Work request: For this exercise, retype all the data exactly and exclude every image.

Source material:
#####

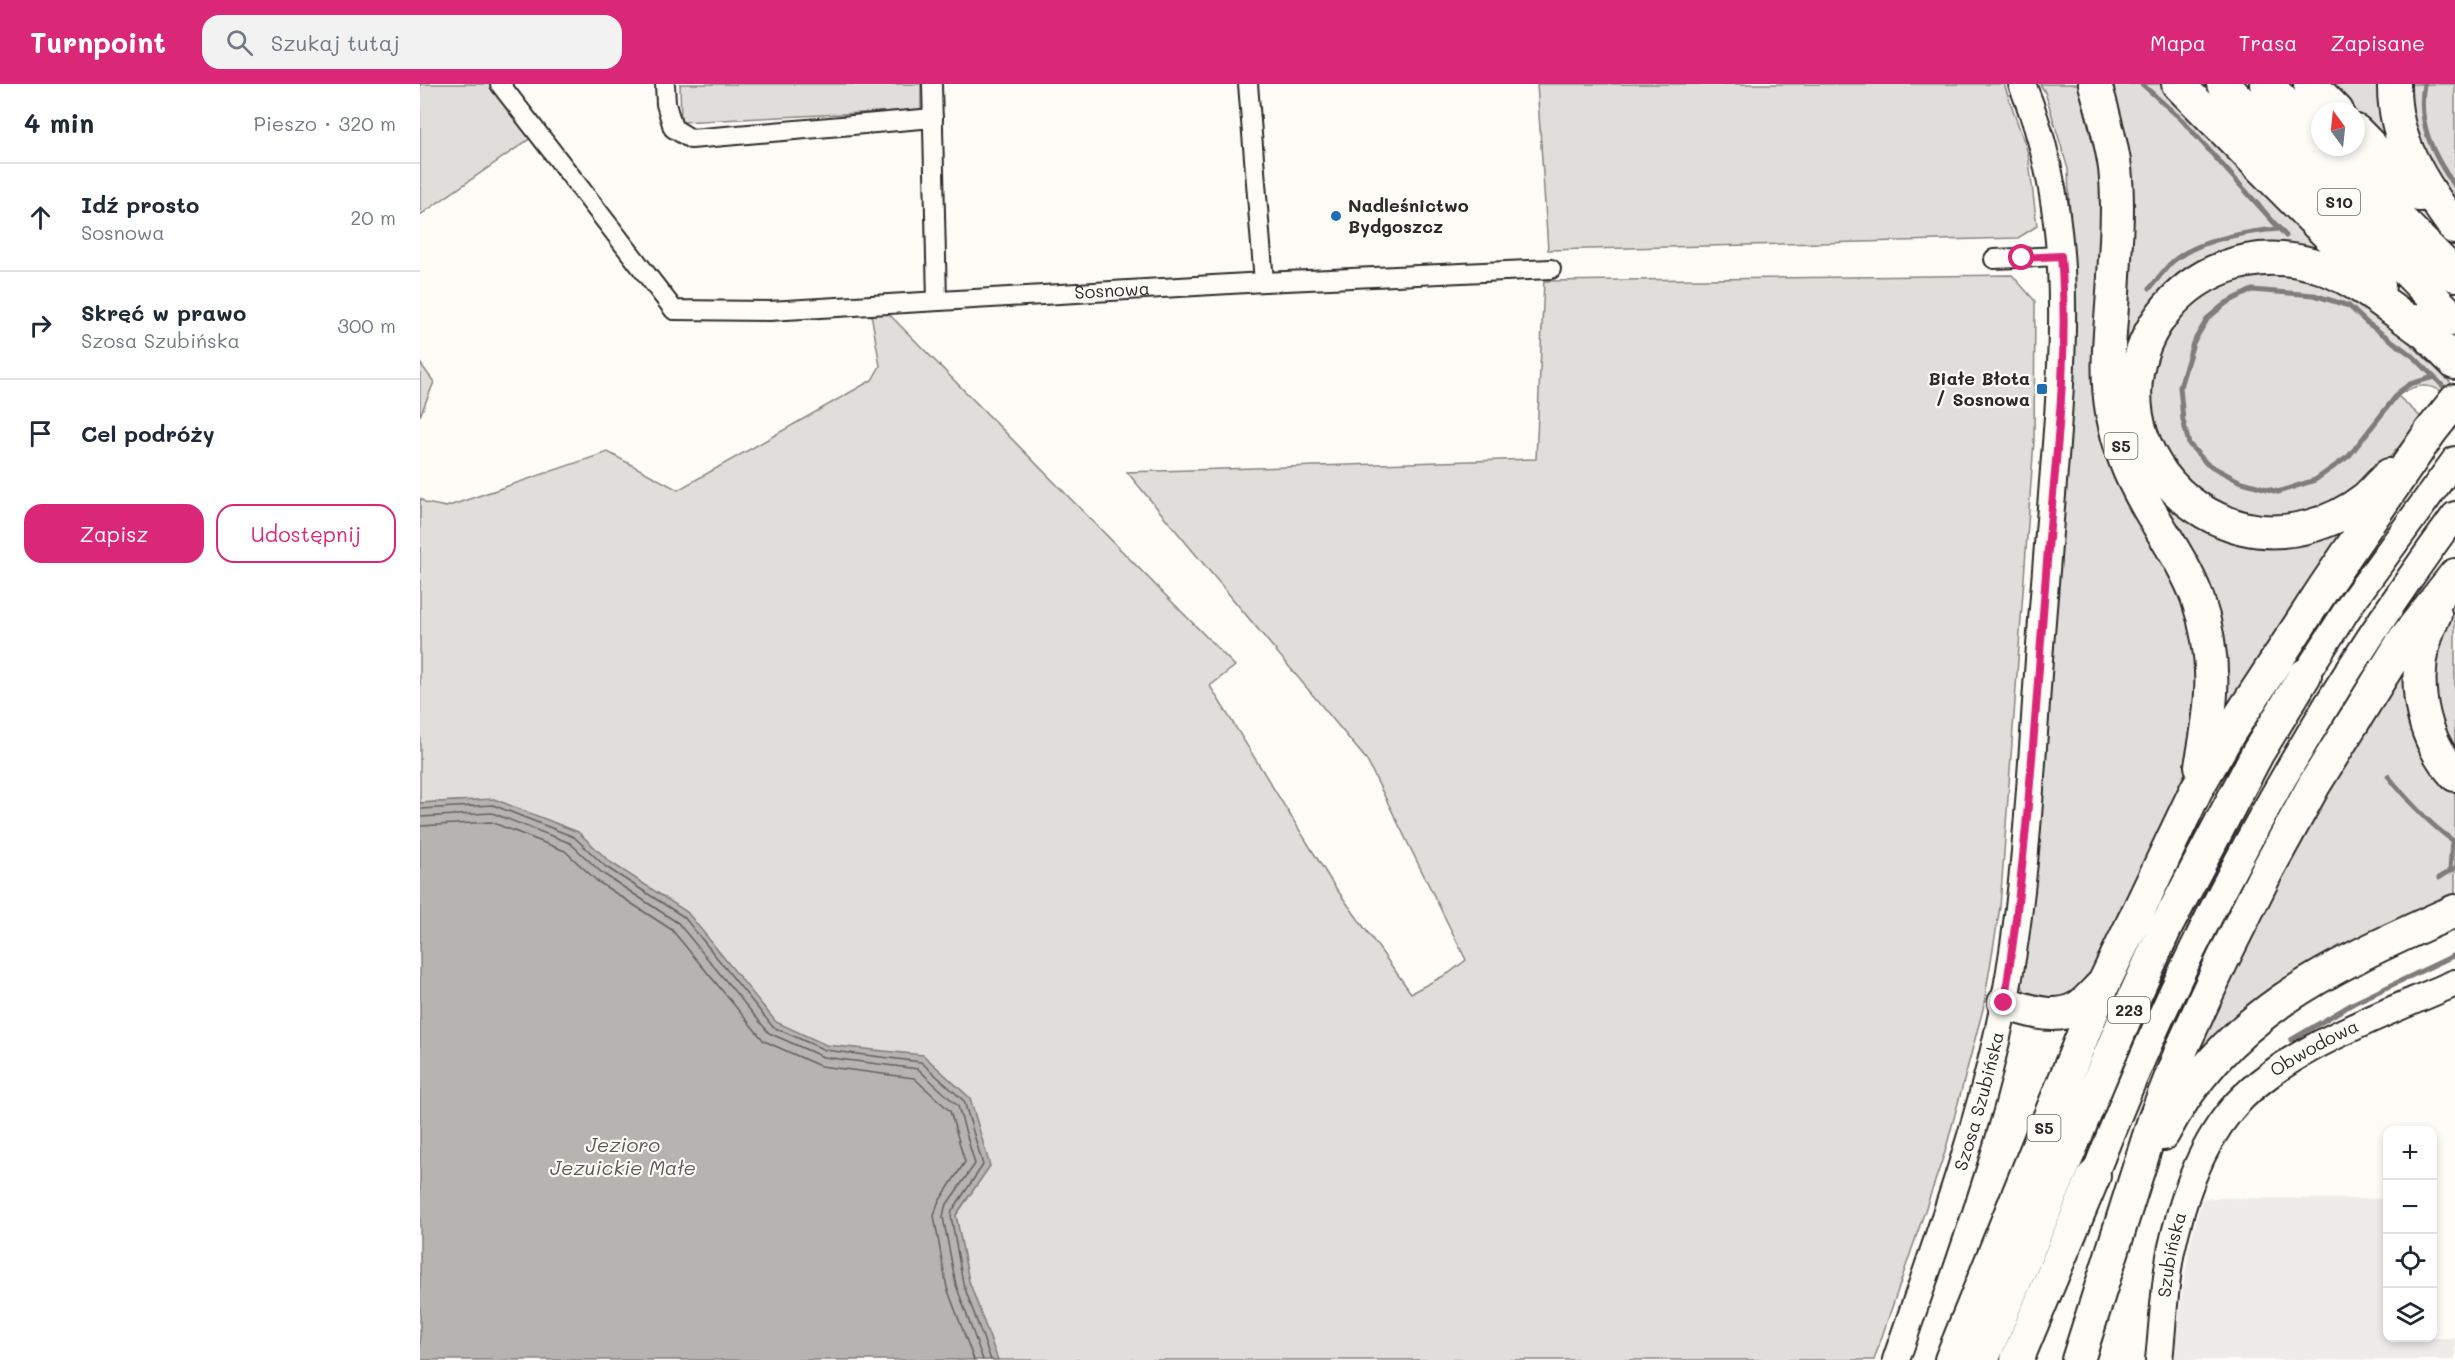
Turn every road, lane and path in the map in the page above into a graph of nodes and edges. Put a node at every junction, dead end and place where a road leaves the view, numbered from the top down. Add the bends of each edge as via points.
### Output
1 (500, 84) edge
2 (665, 84) edge
3 (932, 84) edge
4 (1248, 84) edge
5 (2022, 84) edge
6 (2095, 84) edge
7 (2178, 84) edge
8 (2223, 84) edge
9 (2266, 84) edge
10 (2310, 84) edge
11 (2394, 84) edge
12 (2328, 102) edge
13 (933, 118) junction
14 (2311, 129) edge
15 (2365, 140) edge
16 (2337, 156) edge
17 (2455, 230) edge
18 (2061, 256) junction
19 (1994, 259) dead end
20 (1551, 269) dead end
21 (2455, 275) edge
22 (1264, 282) junction
23 (937, 302) junction
24 (2455, 320) edge
25 (2427, 334) junction
26 (2455, 363) edge
27 (2444, 414) edge
28 (2455, 460) edge
29 (2455, 515) edge
30 (2455, 575) edge
31 (2305, 675) joint
32 (2455, 775) edge
33 (2196, 790) junction
34 (2455, 911) edge
35 (2104, 983) junction
36 (2455, 983) edge
37 (2004, 1003) junction
38 (2203, 1152) joint
39 (2094, 1176) joint
40 (2126, 1206) junction
41 (1896, 1360) edge
42 (1952, 1360) edge
43 (1982, 1360) edge
44 (2017, 1360) edge
45 (2078, 1360) edge
46 (2159, 1360) edge

1 - 23 street, Sosnowa via 674,310
2 - 13 street via 673,128 691,139
3 - 13 street
4 - 22 street
5 - 18 street, Szosa Szubińska via 2041,138 2054,196
6 - 33 highway, S5 via 2115,170 2117,223 2109,372 2112,411 2135,485 2196,596 2212,664 2210,717
7 - 25 highway
8 - 24 highway, S10
9 - 14 highway
10 - 12 highway
11 - 17 highway via 2400,132 2416,173
13 - 23 street
15 - 17 highway
16 - 21 highway, S10
18 - 19 street
18 - 37 street, Szosa Szubińska via 2062,376 2026,837
20 - 22 street, Sosnowa
22 - 23 street, Sosnowa
25 - 26 highway
25 - 27 highway via 2367,292 2312,264 2280,258 2228,265 2206,275 2181,294 2159,317 2145,343 2136,375 2135,404 2141,433 2152,460 2174,490 2195,508 2224,523 2258,531 2293,531 2339,514 2366,498
27 - 33 highway via 2325,586
28 - 31 street, 223 via 2352,602
29 - 39 street, 223 via 2332,695 2242,852 2172,993
30 - 32 highway via 2430,623 2421,655 2419,691 2425,723 2437,750
30 - 40 highway via 2404,640 2314,785 2268,869 2183,1046
31 - 43 highway, 223 via 2252,764 2165,929
33 - 35 highway, S5
34 - 40 highway via 2338,966 2247,1026 2202,1074 2167,1128
35 - 37 highway via 2078,1008 2061,1013 2044,1014
35 - 42 highway, S5
36 - 38 street, Obwodowa via 2330,1038 2274,1071 2231,1110
37 - 41 street, Szosa Szubińska via 1960,1171
38 - 46 street, Szubińska via 2185,1195 2171,1253
39 - 44 highway, 223
40 - 45 highway

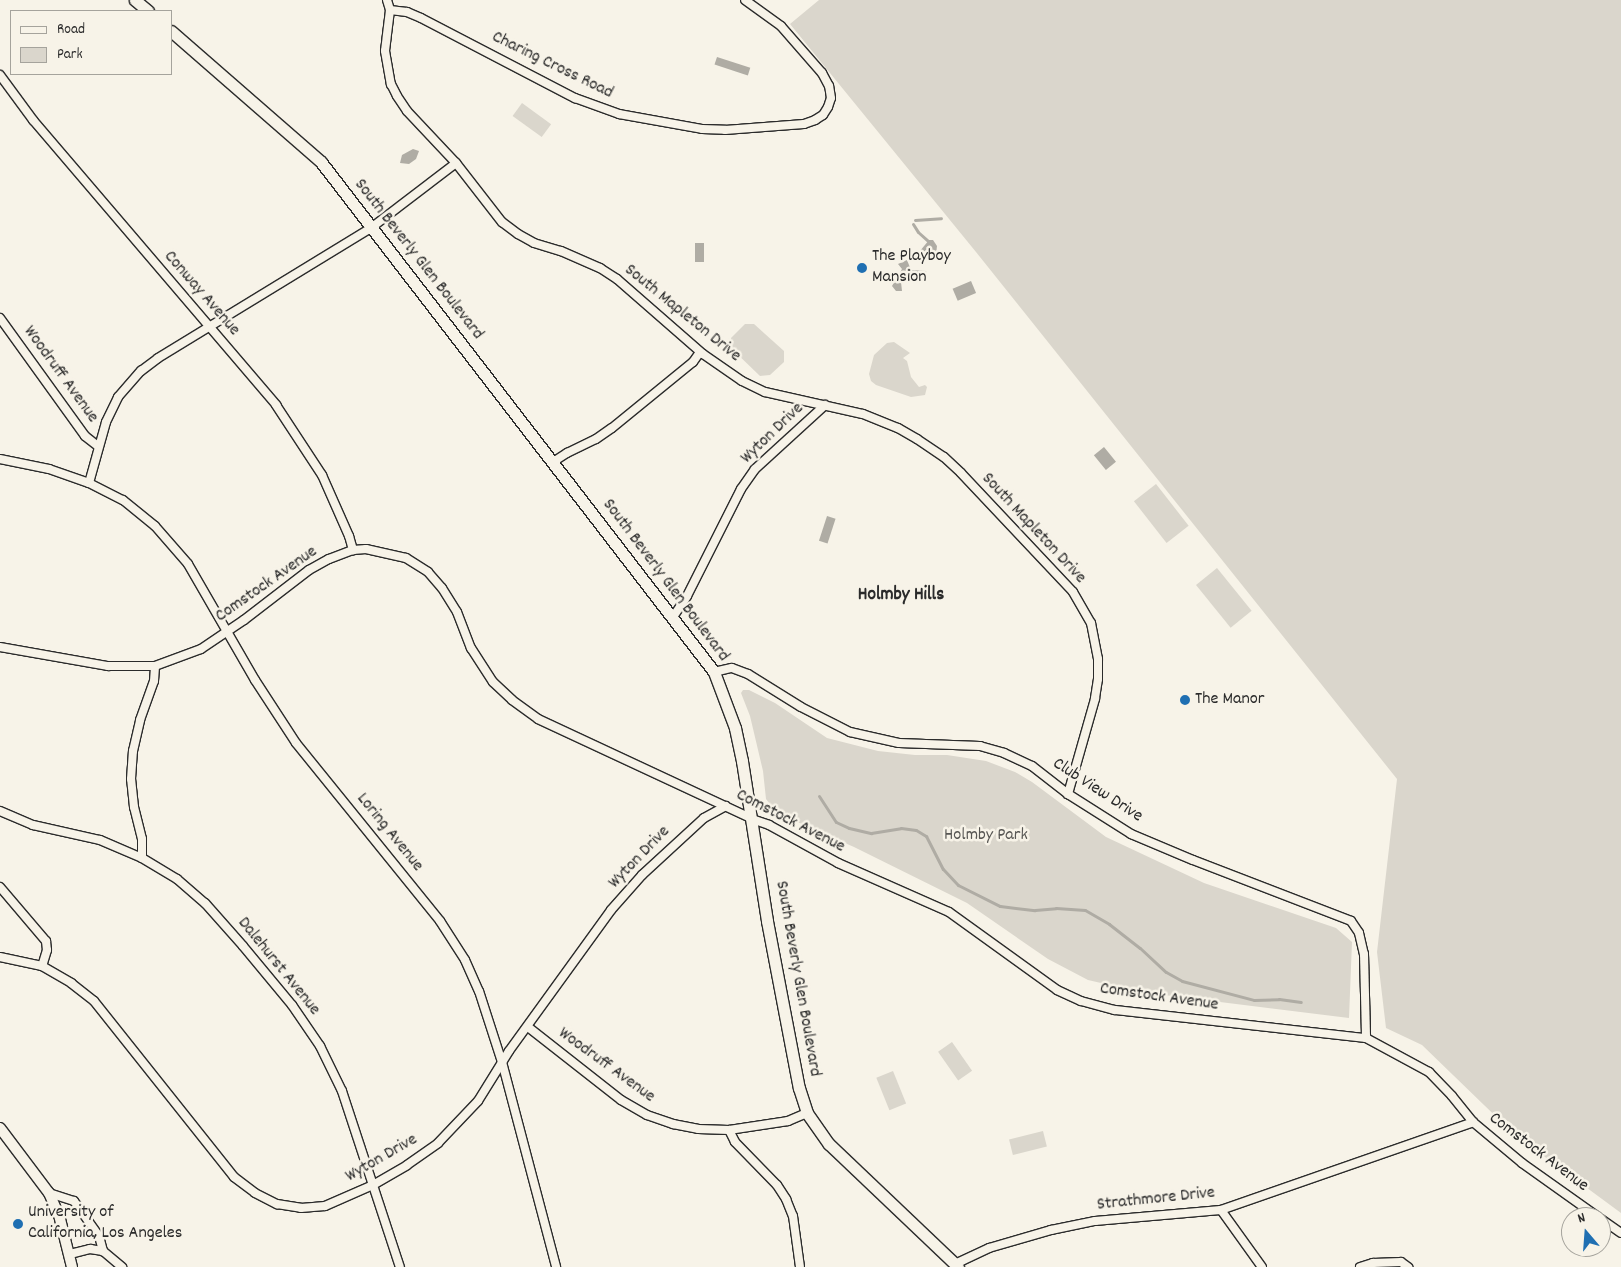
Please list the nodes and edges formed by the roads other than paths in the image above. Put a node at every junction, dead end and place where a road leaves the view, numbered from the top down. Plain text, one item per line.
1 (134, 0) edge
2 (387, 0) edge
3 (745, 0) edge
4 (147, 10) edge
5 (390, 10) junction
6 (172, 32) edge
7 (0, 74) edge
8 (456, 163) junction
9 (371, 228) junction
10 (0, 318) edge
11 (210, 327) junction
12 (700, 352) junction
13 (825, 405) junction
14 (98, 446) junction
15 (0, 458) edge
16 (553, 462) junction
17 (88, 483) junction
18 (353, 550) junction
19 (672, 617) junction
20 (227, 632) junction
21 (0, 647) edge
22 (155, 666) junction
23 (714, 672) junction
24 (1068, 794) junction
25 (726, 806) junction
26 (0, 811) edge
27 (752, 819) junction
28 (142, 858) junction
29 (0, 887) edge
30 (0, 957) edge
31 (42, 966) junction
32 (528, 1027) junction
33 (1366, 1038) junction
34 (502, 1062) junction
35 (807, 1112) junction
36 (1473, 1122) junction
37 (0, 1128) edge
38 (729, 1130) junction
39 (373, 1185) junction
40 (49, 1192) junction
41 (1584, 1207) edge
42 (1220, 1210) junction
43 (103, 1251) junction
44 (70, 1254) junction
45 (956, 1266) edge
46 (72, 1267) edge
47 (122, 1267) edge
48 (400, 1267) edge
49 (556, 1267) edge
50 (800, 1267) edge
51 (1262, 1267) edge
52 (1360, 1267) edge
53 (1408, 1267) edge

1 - 4 main road
2 - 5 street, South Mapleton Drive
3 - 5 street, Charing Cross Road
5 - 8 street, South Mapleton Drive
6 - 9 main road, South Beverly Glen Boulevard
7 - 11 street, Conway Avenue
8 - 9 street
8 - 12 street, South Mapleton Drive
9 - 11 street
9 - 16 main road, South Beverly Glen Boulevard
10 - 14 street, Woodruff Avenue
11 - 14 street
11 - 18 street, Conway Avenue
12 - 13 street, South Mapleton Drive
12 - 16 street
13 - 19 street, Wyton Drive
13 - 24 street, South Mapleton Drive
14 - 17 street
15 - 17 street
16 - 19 main road, South Beverly Glen Boulevard
17 - 20 street, Loring Avenue
18 - 20 street, Comstock Avenue
18 - 25 street, Comstock Avenue
19 - 23 main road, South Beverly Glen Boulevard
20 - 22 street, Comstock Avenue
20 - 34 street, Loring Avenue
21 - 22 street, Comstock Avenue
22 - 28 street
23 - 24 street, Club View Drive
23 - 27 main road, South Beverly Glen Boulevard
24 - 33 street, Club View Drive
25 - 27 street, Comstock Avenue
25 - 32 street, Wyton Drive
26 - 28 street, Dalehurst Avenue
27 - 33 street, Comstock Avenue
27 - 35 main road, South Beverly Glen Boulevard
28 - 39 street, Dalehurst Avenue
29 - 31 street
30 - 31 street, Wyton Drive
31 - 39 street, Wyton Drive
32 - 34 street, Wyton Drive
32 - 38 street, Woodruff Avenue
33 - 36 street, Comstock Avenue
34 - 39 street, Wyton Drive
34 - 49 street, Loring Avenue
35 - 38 street, Woodruff Avenue
35 - 45 main road, South Beverly Glen Boulevard
36 - 41 street, Comstock Avenue
36 - 42 street, Strathmore Drive
37 - 40 street
38 - 50 street
39 - 48 street, Dalehurst Avenue
40 - 43 street
40 - 44 street
42 - 45 street, Strathmore Drive
42 - 51 street
43 - 44 street
43 - 47 street
44 - 46 street
52 - 53 street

#####

Reply:
Turn every road, lane and path in the map in the page above into a graph of nodes and edges. Put a node at every junction, dead end and place where a road leaves the view, numbered from the top down. Add the bends of each edge as via points.
### Output
1 (500, 84) edge
2 (665, 84) edge
3 (932, 84) edge
4 (1248, 84) edge
5 (2022, 84) edge
6 (2095, 84) edge
7 (2178, 84) edge
8 (2223, 84) edge
9 (2266, 84) edge
10 (2310, 84) edge
11 (2394, 84) edge
12 (2328, 102) edge
13 (933, 118) junction
14 (2311, 129) edge
15 (2365, 140) edge
16 (2337, 156) edge
17 (2455, 230) edge
18 (2061, 256) junction
19 (1994, 259) dead end
20 (1551, 269) dead end
21 (2455, 275) edge
22 (1264, 282) junction
23 (937, 302) junction
24 (2455, 320) edge
25 (2427, 334) junction
26 (2455, 363) edge
27 (2444, 414) edge
28 (2455, 460) edge
29 (2455, 515) edge
30 (2455, 575) edge
31 (2305, 675) joint
32 (2455, 775) edge
33 (2196, 790) junction
34 (2455, 911) edge
35 (2104, 983) junction
36 (2455, 983) edge
37 (2004, 1003) junction
38 (2203, 1152) joint
39 (2094, 1176) joint
40 (2126, 1206) junction
41 (1896, 1360) edge
42 (1952, 1360) edge
43 (1982, 1360) edge
44 (2017, 1360) edge
45 (2078, 1360) edge
46 (2159, 1360) edge

1 - 23 street, Sosnowa via 674,310
2 - 13 street via 673,128 691,139
3 - 13 street
4 - 22 street
5 - 18 street, Szosa Szubińska via 2041,138 2054,196
6 - 33 highway, S5 via 2115,170 2117,223 2109,372 2112,411 2135,485 2196,596 2212,664 2210,717
7 - 25 highway
8 - 24 highway, S10
9 - 14 highway
10 - 12 highway
11 - 17 highway via 2400,132 2416,173
13 - 23 street
15 - 17 highway
16 - 21 highway, S10
18 - 19 street
18 - 37 street, Szosa Szubińska via 2062,376 2026,837
20 - 22 street, Sosnowa
22 - 23 street, Sosnowa
25 - 26 highway
25 - 27 highway via 2367,292 2312,264 2280,258 2228,265 2206,275 2181,294 2159,317 2145,343 2136,375 2135,404 2141,433 2152,460 2174,490 2195,508 2224,523 2258,531 2293,531 2339,514 2366,498
27 - 33 highway via 2325,586
28 - 31 street, 223 via 2352,602
29 - 39 street, 223 via 2332,695 2242,852 2172,993
30 - 32 highway via 2430,623 2421,655 2419,691 2425,723 2437,750
30 - 40 highway via 2404,640 2314,785 2268,869 2183,1046
31 - 43 highway, 223 via 2252,764 2165,929
33 - 35 highway, S5
34 - 40 highway via 2338,966 2247,1026 2202,1074 2167,1128
35 - 37 highway via 2078,1008 2061,1013 2044,1014
35 - 42 highway, S5
36 - 38 street, Obwodowa via 2330,1038 2274,1071 2231,1110
37 - 41 street, Szosa Szubińska via 1960,1171
38 - 46 street, Szubińska via 2185,1195 2171,1253
39 - 44 highway, 223
40 - 45 highway

Please list the nodes and edges formed by the roads other than paths in the image above. Put a node at every junction, dead end and place where a road leaves the view, numbered from the top down. Plain text, one item per line.
1 (134, 0) edge
2 (387, 0) edge
3 (745, 0) edge
4 (147, 10) edge
5 (390, 10) junction
6 (172, 32) edge
7 (0, 74) edge
8 (456, 163) junction
9 (371, 228) junction
10 (0, 318) edge
11 (210, 327) junction
12 (700, 352) junction
13 (825, 405) junction
14 (98, 446) junction
15 (0, 458) edge
16 (553, 462) junction
17 (88, 483) junction
18 (353, 550) junction
19 (672, 617) junction
20 (227, 632) junction
21 (0, 647) edge
22 (155, 666) junction
23 (714, 672) junction
24 (1068, 794) junction
25 (726, 806) junction
26 (0, 811) edge
27 (752, 819) junction
28 (142, 858) junction
29 (0, 887) edge
30 (0, 957) edge
31 (42, 966) junction
32 (528, 1027) junction
33 (1366, 1038) junction
34 (502, 1062) junction
35 (807, 1112) junction
36 (1473, 1122) junction
37 (0, 1128) edge
38 (729, 1130) junction
39 (373, 1185) junction
40 (49, 1192) junction
41 (1584, 1207) edge
42 (1220, 1210) junction
43 (103, 1251) junction
44 (70, 1254) junction
45 (956, 1266) edge
46 (72, 1267) edge
47 (122, 1267) edge
48 (400, 1267) edge
49 (556, 1267) edge
50 (800, 1267) edge
51 (1262, 1267) edge
52 (1360, 1267) edge
53 (1408, 1267) edge

1 - 4 main road
2 - 5 street, South Mapleton Drive
3 - 5 street, Charing Cross Road
5 - 8 street, South Mapleton Drive
6 - 9 main road, South Beverly Glen Boulevard
7 - 11 street, Conway Avenue
8 - 9 street
8 - 12 street, South Mapleton Drive
9 - 11 street
9 - 16 main road, South Beverly Glen Boulevard
10 - 14 street, Woodruff Avenue
11 - 14 street
11 - 18 street, Conway Avenue
12 - 13 street, South Mapleton Drive
12 - 16 street
13 - 19 street, Wyton Drive
13 - 24 street, South Mapleton Drive
14 - 17 street
15 - 17 street
16 - 19 main road, South Beverly Glen Boulevard
17 - 20 street, Loring Avenue
18 - 20 street, Comstock Avenue
18 - 25 street, Comstock Avenue
19 - 23 main road, South Beverly Glen Boulevard
20 - 22 street, Comstock Avenue
20 - 34 street, Loring Avenue
21 - 22 street, Comstock Avenue
22 - 28 street
23 - 24 street, Club View Drive
23 - 27 main road, South Beverly Glen Boulevard
24 - 33 street, Club View Drive
25 - 27 street, Comstock Avenue
25 - 32 street, Wyton Drive
26 - 28 street, Dalehurst Avenue
27 - 33 street, Comstock Avenue
27 - 35 main road, South Beverly Glen Boulevard
28 - 39 street, Dalehurst Avenue
29 - 31 street
30 - 31 street, Wyton Drive
31 - 39 street, Wyton Drive
32 - 34 street, Wyton Drive
32 - 38 street, Woodruff Avenue
33 - 36 street, Comstock Avenue
34 - 39 street, Wyton Drive
34 - 49 street, Loring Avenue
35 - 38 street, Woodruff Avenue
35 - 45 main road, South Beverly Glen Boulevard
36 - 41 street, Comstock Avenue
36 - 42 street, Strathmore Drive
37 - 40 street
38 - 50 street
39 - 48 street, Dalehurst Avenue
40 - 43 street
40 - 44 street
42 - 45 street, Strathmore Drive
42 - 51 street
43 - 44 street
43 - 47 street
44 - 46 street
52 - 53 street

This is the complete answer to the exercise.